Más que a Franco, LA VERDAD molestaba a los obispos españoles. No cejaron hasta lograr que el Gobierno marroquí decidiera embalsamarla. Lo contaré en otro artículo.
¿De qué medios se valió Ernesto Vellvé para conseguir mi libertad? Nunca me lo dijo. Tenía contactos con jueces y personalidades en la Administración de Justicia. Cenando poco después en un restaurante madrileño se limitó a decirme: -Estás en libertad, pues ya está.
Era muy observador, exploraba hasta el alma de la persona que tenía enfrente, pero poco hablador.
¡En libertad! Cuando el director de la cárcel acudió a mi celda a las diez de la noche lo noté turbado.
-Le he tratado bien –dijo-. Le permití comprar su propia comida, cosa que no suelo hacer con otros presos.

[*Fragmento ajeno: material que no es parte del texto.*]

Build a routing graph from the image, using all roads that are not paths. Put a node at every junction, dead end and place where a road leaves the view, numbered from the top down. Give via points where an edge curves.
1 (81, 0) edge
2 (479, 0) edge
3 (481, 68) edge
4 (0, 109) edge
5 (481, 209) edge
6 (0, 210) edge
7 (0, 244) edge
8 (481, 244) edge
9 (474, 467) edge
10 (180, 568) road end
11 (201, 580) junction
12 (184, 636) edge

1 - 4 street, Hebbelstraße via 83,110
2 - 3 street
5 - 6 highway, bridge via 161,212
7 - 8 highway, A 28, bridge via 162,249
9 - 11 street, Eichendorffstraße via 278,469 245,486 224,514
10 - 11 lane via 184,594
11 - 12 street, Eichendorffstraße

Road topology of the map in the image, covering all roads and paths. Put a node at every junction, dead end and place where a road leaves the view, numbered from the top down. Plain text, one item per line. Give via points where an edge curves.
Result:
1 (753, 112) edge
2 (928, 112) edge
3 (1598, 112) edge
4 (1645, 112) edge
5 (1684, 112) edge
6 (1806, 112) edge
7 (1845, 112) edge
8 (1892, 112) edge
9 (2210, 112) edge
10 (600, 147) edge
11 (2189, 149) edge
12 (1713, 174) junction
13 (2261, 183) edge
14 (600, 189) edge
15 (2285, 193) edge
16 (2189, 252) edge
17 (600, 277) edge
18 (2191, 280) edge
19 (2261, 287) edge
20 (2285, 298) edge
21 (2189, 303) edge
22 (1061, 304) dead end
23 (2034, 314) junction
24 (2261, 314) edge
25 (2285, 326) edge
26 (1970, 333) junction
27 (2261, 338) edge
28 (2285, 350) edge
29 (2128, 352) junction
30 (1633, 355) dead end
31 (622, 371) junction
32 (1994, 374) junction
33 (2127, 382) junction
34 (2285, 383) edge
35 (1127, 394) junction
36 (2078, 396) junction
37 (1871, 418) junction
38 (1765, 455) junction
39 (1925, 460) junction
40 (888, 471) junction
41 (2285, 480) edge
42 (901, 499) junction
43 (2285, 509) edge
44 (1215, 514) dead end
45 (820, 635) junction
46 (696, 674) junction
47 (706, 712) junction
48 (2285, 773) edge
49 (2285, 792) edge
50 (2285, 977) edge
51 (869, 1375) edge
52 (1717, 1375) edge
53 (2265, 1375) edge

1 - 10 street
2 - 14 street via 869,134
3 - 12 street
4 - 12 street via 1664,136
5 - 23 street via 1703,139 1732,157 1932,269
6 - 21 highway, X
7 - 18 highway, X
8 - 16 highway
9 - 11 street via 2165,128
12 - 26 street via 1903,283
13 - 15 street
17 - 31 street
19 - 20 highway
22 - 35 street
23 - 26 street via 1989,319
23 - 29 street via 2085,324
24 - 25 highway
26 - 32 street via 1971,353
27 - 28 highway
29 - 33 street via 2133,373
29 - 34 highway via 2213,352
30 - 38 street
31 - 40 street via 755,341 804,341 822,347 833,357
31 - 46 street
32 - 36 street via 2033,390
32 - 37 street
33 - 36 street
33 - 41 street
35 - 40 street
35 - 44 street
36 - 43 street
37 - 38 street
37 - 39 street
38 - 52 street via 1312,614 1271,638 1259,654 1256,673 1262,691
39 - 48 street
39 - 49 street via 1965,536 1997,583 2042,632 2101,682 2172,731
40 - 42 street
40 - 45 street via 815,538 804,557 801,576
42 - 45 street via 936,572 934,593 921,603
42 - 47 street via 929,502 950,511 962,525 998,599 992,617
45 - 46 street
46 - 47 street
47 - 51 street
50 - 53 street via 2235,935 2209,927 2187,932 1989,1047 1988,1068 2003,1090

Era verdad. Me devolvió todo cuanto yo había depositado al ingresar. También el resto del dinero. Soportó que le leyera el poema que había escrito sobre el del mono azul. Concluyó: -La salida de los presos que quedan en libertad es de 10 a 12 de la mañana. Pero ante este telegrama de Madrid le dejo ir ahora mismo.
Lo hizo.
Salí a la calle, monté en el primer taxi que encontré, me dirigí al garaje, arranqué mi Renault, enfilé la carretera a Málaga y paré en el Hotel Don Pepe, en Marbella. Tomé un bocadillo de tortilla, llené la bañera con gel espumoso y estuve más de media hora en el agua.
Yo tenía ya la experiencia de la cárcel durante el servicio militar. Pero la celda en Algeciras me resultó más lúgubre, más sepulcral. La represión de la carne es amarga. Pero la del espíritu es todavía peor.